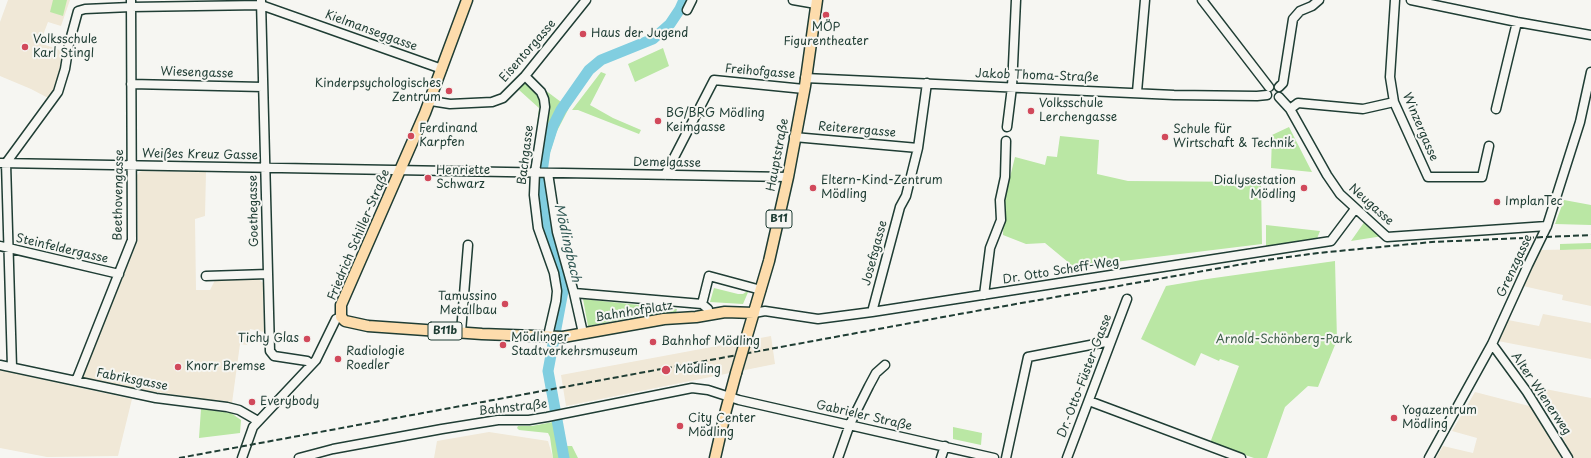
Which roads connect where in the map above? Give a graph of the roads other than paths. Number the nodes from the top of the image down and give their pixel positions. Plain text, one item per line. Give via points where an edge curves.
1 (467, 0) edge
2 (586, 0) edge
3 (692, 0) edge
4 (793, 0) edge
5 (1016, 0) edge
6 (1146, 0) edge
7 (1202, 0) edge
8 (1318, 0) edge
9 (1395, 0) edge
10 (1411, 0) edge
11 (1423, 1) edge
12 (261, 2) edge
13 (816, 2) edge
14 (131, 3) edge
15 (687, 10) dead end
16 (1517, 22) junction
17 (1591, 35) edge
18 (442, 69) junction
19 (1591, 72) edge
20 (525, 76) junction
21 (806, 78) junction
22 (927, 83) junction
23 (131, 84) junction
24 (263, 87) junction
25 (1279, 87) junction
26 (1012, 88) junction
27 (804, 89) junction
28 (1268, 91) junction
29 (1136, 92) junction
30 (1279, 97) junction
31 (430, 101) junction
32 (1394, 102) junction
33 (1290, 109) junction
34 (1496, 110) dead end
35 (1007, 127) dead end
36 (794, 137) junction
37 (1006, 141) dead end
38 (1489, 146) dead end
39 (918, 148) junction
40 (3, 163) edge
41 (132, 165) junction
42 (265, 168) junction
43 (400, 171) junction
44 (543, 173) junction
45 (665, 175) junction
46 (788, 176) junction
47 (1355, 209) junction
48 (1548, 226) junction
49 (468, 245) dead end
50 (0, 246) edge
51 (9, 249) junction
52 (119, 274) junction
53 (268, 274) junction
54 (206, 276) dead end
55 (762, 290) junction
56 (574, 293) junction
57 (984, 295) junction
58 (1126, 300) dead end
59 (702, 304) junction
60 (872, 312) junction
61 (754, 313) junction
62 (708, 314) junction
63 (341, 317) junction
64 (461, 332) junction
65 (583, 333) junction
66 (556, 337) junction
67 (1112, 341) junction
68 (1492, 344) junction
69 (311, 364) junction
70 (0, 365) edge
71 (885, 365) dead end
72 (12, 367) junction
73 (76, 381) junction
74 (730, 397) junction
75 (1089, 401) junction
76 (258, 421) junction
77 (850, 424) junction
78 (945, 446) junction
79 (333, 449) junction
80 (242, 458) edge
81 (299, 458) edge
82 (333, 458) edge
83 (715, 458) edge
84 (838, 458) edge
85 (941, 458) edge
86 (994, 458) edge
87 (1006, 458) edge
88 (1067, 458) edge
89 (1241, 458) edge
90 (1429, 458) edge
91 (1568, 458) edge

1 - 18 main road, Friedrich Schiller-Straße
2 - 20 street, Eisentorgasse
3 - 15 street
4 - 13 street
5 - 26 street
6 - 29 street
7 - 28 street
8 - 25 street via 1300,11 1293,19 1283,83
9 - 32 street, Winzergasse via 1390,77
10 - 11 street
11 - 16 street
12 - 14 street, Kielmanseggasse
12 - 18 street, Kielmanseggasse
12 - 24 street, Goethegasse
13 - 21 main road, Hauptstraße / B11
14 - 23 street, Beethovengasse
14 - 40 street, Kielmanseggasse via 78,11 58,92
16 - 17 street
16 - 34 street
18 - 31 main road, Friedrich Schiller-Straße
19 - 48 street, Grenzgasse via 1580,122
20 - 31 street, Eisentorgasse via 503,98 492,102 450,104
20 - 44 street, Bachgasse via 541,92 544,99
21 - 22 street, Jakob Thoma-Straße
21 - 27 main road, Hauptstraße / B11
22 - 26 street, Jakob Thoma-Straße
22 - 39 street, Josefsgasse
23 - 24 street, Wiesengasse
23 - 41 street, Beethovengasse
24 - 42 street, Goethegasse
25 - 28 street via 1275,85
25 - 30 street
26 - 29 street, Jakob Thoma-Straße
26 - 35 street
27 - 36 main road, Hauptstraße / B11
27 - 45 street, Freihofgasse via 714,80
28 - 29 street, Jakob Thoma-Straße via 1256,96
28 - 30 street via 1270,98
30 - 33 street, Neugasse
31 - 43 main road, Friedrich Schiller-Straße
32 - 33 street via 1363,109 1298,103
32 - 38 street, Winzergasse via 1428,177 1482,177
33 - 47 street, Neugasse via 1327,175 1340,194
36 - 39 street, Reiterergasse
36 - 46 main road, Hauptstraße / B11
37 - 57 street via 1005,177 1000,200 1001,220 990,248
39 - 60 street, Josefsgasse
40 - 41 street, Weißes Kreuz Gasse
40 - 51 street
41 - 42 street, Weißes Kreuz Gasse
41 - 52 street, Beethovengasse via 132,240
42 - 43 street, Weißes Kreuz Gasse
42 - 53 street, Goethegasse
43 - 44 street, Demelgasse
43 - 63 main road, Friedrich Schiller-Straße via 341,305
44 - 45 street, Demelgasse
44 - 56 street, Bachgasse
44 - 66 street, Bachgasse via 534,195 535,215 554,273 557,291
45 - 46 street, Demelgasse
46 - 55 main road, Hauptstraße / B11
47 - 48 street, Neugasse via 1386,237
47 - 57 street, Dr. Otto Scheff-Weg via 1331,241
48 - 68 street, Grenzgasse
49 - 64 street
50 - 51 street, Steinfeldergasse
51 - 52 street, Steinfeldergasse
51 - 72 street
52 - 73 street, Beethovengasse
53 - 54 street
53 - 69 street, Goethegasse via 270,353
55 - 59 street via 709,276
55 - 61 main road, Hauptstraße / B11
56 - 59 street, Bahnhofplatz
56 - 65 street, Bachgasse
57 - 60 street, Dr. Otto Scheff-Weg
58 - 67 street, Dr.-Otto-Füster-Gasse
59 - 62 street via 708,309
60 - 61 street, Dr. Otto Scheff-Weg via 818,319 765,311
61 - 62 main road, Bahnhofplatz / B11b
61 - 74 main road, B11, bridge
62 - 65 main road, Bahnhofplatz / B11b
63 - 64 main road, B11b via 345,321 368,326
63 - 69 street, Friedrich Schiller-Straße via 336,319 316,360
64 - 66 main road, B11b
65 - 66 main road, Bahnhofplatz / B11b
67 - 75 street, Dr.-Otto-Füster-Gasse
67 - 87 street via 1028,357
68 - 90 street, Grenzgasse
68 - 91 street, Alter Wienerweg via 1528,392
69 - 76 street, Friedrich Schiller-Straße
70 - 72 street, Fabriksgasse
71 - 77 street via 876,373
72 - 73 street, Fabriksgasse
73 - 76 street, Fabriksgasse via 156,398 227,407 239,410
74 - 77 street, Gabrieler Straße
74 - 79 street, Bahnstraße via 692,388 529,420 498,420
74 - 83 main road, B11
75 - 88 street, Dr.-Otto-Füster-Gasse
75 - 89 street
76 - 80 street, Friedrich Schiller-Straße via 253,427
77 - 78 street, Gabrieler Straße
77 - 84 street
78 - 85 street
78 - 86 street, Gabrieler Straße
79 - 81 street, Bahnstraße
79 - 82 street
——————————
■ Aim of the exercise
Output each of the lines above exactly, apart from the images.

■ Answer to this problem
Which roads connect where in the map above? Give a graph of the roads other than paths. Number the nodes from the top of the image down and give their pixel positions. Plain text, one item per line. Give via points where an edge curves.
1 (467, 0) edge
2 (586, 0) edge
3 (692, 0) edge
4 (793, 0) edge
5 (1016, 0) edge
6 (1146, 0) edge
7 (1202, 0) edge
8 (1318, 0) edge
9 (1395, 0) edge
10 (1411, 0) edge
11 (1423, 1) edge
12 (261, 2) edge
13 (816, 2) edge
14 (131, 3) edge
15 (687, 10) dead end
16 (1517, 22) junction
17 (1591, 35) edge
18 (442, 69) junction
19 (1591, 72) edge
20 (525, 76) junction
21 (806, 78) junction
22 (927, 83) junction
23 (131, 84) junction
24 (263, 87) junction
25 (1279, 87) junction
26 (1012, 88) junction
27 (804, 89) junction
28 (1268, 91) junction
29 (1136, 92) junction
30 (1279, 97) junction
31 (430, 101) junction
32 (1394, 102) junction
33 (1290, 109) junction
34 (1496, 110) dead end
35 (1007, 127) dead end
36 (794, 137) junction
37 (1006, 141) dead end
38 (1489, 146) dead end
39 (918, 148) junction
40 (3, 163) edge
41 (132, 165) junction
42 (265, 168) junction
43 (400, 171) junction
44 (543, 173) junction
45 (665, 175) junction
46 (788, 176) junction
47 (1355, 209) junction
48 (1548, 226) junction
49 (468, 245) dead end
50 (0, 246) edge
51 (9, 249) junction
52 (119, 274) junction
53 (268, 274) junction
54 (206, 276) dead end
55 (762, 290) junction
56 (574, 293) junction
57 (984, 295) junction
58 (1126, 300) dead end
59 (702, 304) junction
60 (872, 312) junction
61 (754, 313) junction
62 (708, 314) junction
63 (341, 317) junction
64 (461, 332) junction
65 (583, 333) junction
66 (556, 337) junction
67 (1112, 341) junction
68 (1492, 344) junction
69 (311, 364) junction
70 (0, 365) edge
71 (885, 365) dead end
72 (12, 367) junction
73 (76, 381) junction
74 (730, 397) junction
75 (1089, 401) junction
76 (258, 421) junction
77 (850, 424) junction
78 (945, 446) junction
79 (333, 449) junction
80 (242, 458) edge
81 (299, 458) edge
82 (333, 458) edge
83 (715, 458) edge
84 (838, 458) edge
85 (941, 458) edge
86 (994, 458) edge
87 (1006, 458) edge
88 (1067, 458) edge
89 (1241, 458) edge
90 (1429, 458) edge
91 (1568, 458) edge

1 - 18 main road, Friedrich Schiller-Straße
2 - 20 street, Eisentorgasse
3 - 15 street
4 - 13 street
5 - 26 street
6 - 29 street
7 - 28 street
8 - 25 street via 1300,11 1293,19 1283,83
9 - 32 street, Winzergasse via 1390,77
10 - 11 street
11 - 16 street
12 - 14 street, Kielmanseggasse
12 - 18 street, Kielmanseggasse
12 - 24 street, Goethegasse
13 - 21 main road, Hauptstraße / B11
14 - 23 street, Beethovengasse
14 - 40 street, Kielmanseggasse via 78,11 58,92
16 - 17 street
16 - 34 street
18 - 31 main road, Friedrich Schiller-Straße
19 - 48 street, Grenzgasse via 1580,122
20 - 31 street, Eisentorgasse via 503,98 492,102 450,104
20 - 44 street, Bachgasse via 541,92 544,99
21 - 22 street, Jakob Thoma-Straße
21 - 27 main road, Hauptstraße / B11
22 - 26 street, Jakob Thoma-Straße
22 - 39 street, Josefsgasse
23 - 24 street, Wiesengasse
23 - 41 street, Beethovengasse
24 - 42 street, Goethegasse
25 - 28 street via 1275,85
25 - 30 street
26 - 29 street, Jakob Thoma-Straße
26 - 35 street
27 - 36 main road, Hauptstraße / B11
27 - 45 street, Freihofgasse via 714,80
28 - 29 street, Jakob Thoma-Straße via 1256,96
28 - 30 street via 1270,98
30 - 33 street, Neugasse
31 - 43 main road, Friedrich Schiller-Straße
32 - 33 street via 1363,109 1298,103
32 - 38 street, Winzergasse via 1428,177 1482,177
33 - 47 street, Neugasse via 1327,175 1340,194
36 - 39 street, Reiterergasse
36 - 46 main road, Hauptstraße / B11
37 - 57 street via 1005,177 1000,200 1001,220 990,248
39 - 60 street, Josefsgasse
40 - 41 street, Weißes Kreuz Gasse
40 - 51 street
41 - 42 street, Weißes Kreuz Gasse
41 - 52 street, Beethovengasse via 132,240
42 - 43 street, Weißes Kreuz Gasse
42 - 53 street, Goethegasse
43 - 44 street, Demelgasse
43 - 63 main road, Friedrich Schiller-Straße via 341,305
44 - 45 street, Demelgasse
44 - 56 street, Bachgasse
44 - 66 street, Bachgasse via 534,195 535,215 554,273 557,291
45 - 46 street, Demelgasse
46 - 55 main road, Hauptstraße / B11
47 - 48 street, Neugasse via 1386,237
47 - 57 street, Dr. Otto Scheff-Weg via 1331,241
48 - 68 street, Grenzgasse
49 - 64 street
50 - 51 street, Steinfeldergasse
51 - 52 street, Steinfeldergasse
51 - 72 street
52 - 73 street, Beethovengasse
53 - 54 street
53 - 69 street, Goethegasse via 270,353
55 - 59 street via 709,276
55 - 61 main road, Hauptstraße / B11
56 - 59 street, Bahnhofplatz
56 - 65 street, Bachgasse
57 - 60 street, Dr. Otto Scheff-Weg
58 - 67 street, Dr.-Otto-Füster-Gasse
59 - 62 street via 708,309
60 - 61 street, Dr. Otto Scheff-Weg via 818,319 765,311
61 - 62 main road, Bahnhofplatz / B11b
61 - 74 main road, B11, bridge
62 - 65 main road, Bahnhofplatz / B11b
63 - 64 main road, B11b via 345,321 368,326
63 - 69 street, Friedrich Schiller-Straße via 336,319 316,360
64 - 66 main road, B11b
65 - 66 main road, Bahnhofplatz / B11b
67 - 75 street, Dr.-Otto-Füster-Gasse
67 - 87 street via 1028,357
68 - 90 street, Grenzgasse
68 - 91 street, Alter Wienerweg via 1528,392
69 - 76 street, Friedrich Schiller-Straße
70 - 72 street, Fabriksgasse
71 - 77 street via 876,373
72 - 73 street, Fabriksgasse
73 - 76 street, Fabriksgasse via 156,398 227,407 239,410
74 - 77 street, Gabrieler Straße
74 - 79 street, Bahnstraße via 692,388 529,420 498,420
74 - 83 main road, B11
75 - 88 street, Dr.-Otto-Füster-Gasse
75 - 89 street
76 - 80 street, Friedrich Schiller-Straße via 253,427
77 - 78 street, Gabrieler Straße
77 - 84 street
78 - 85 street
78 - 86 street, Gabrieler Straße
79 - 81 street, Bahnstraße
79 - 82 street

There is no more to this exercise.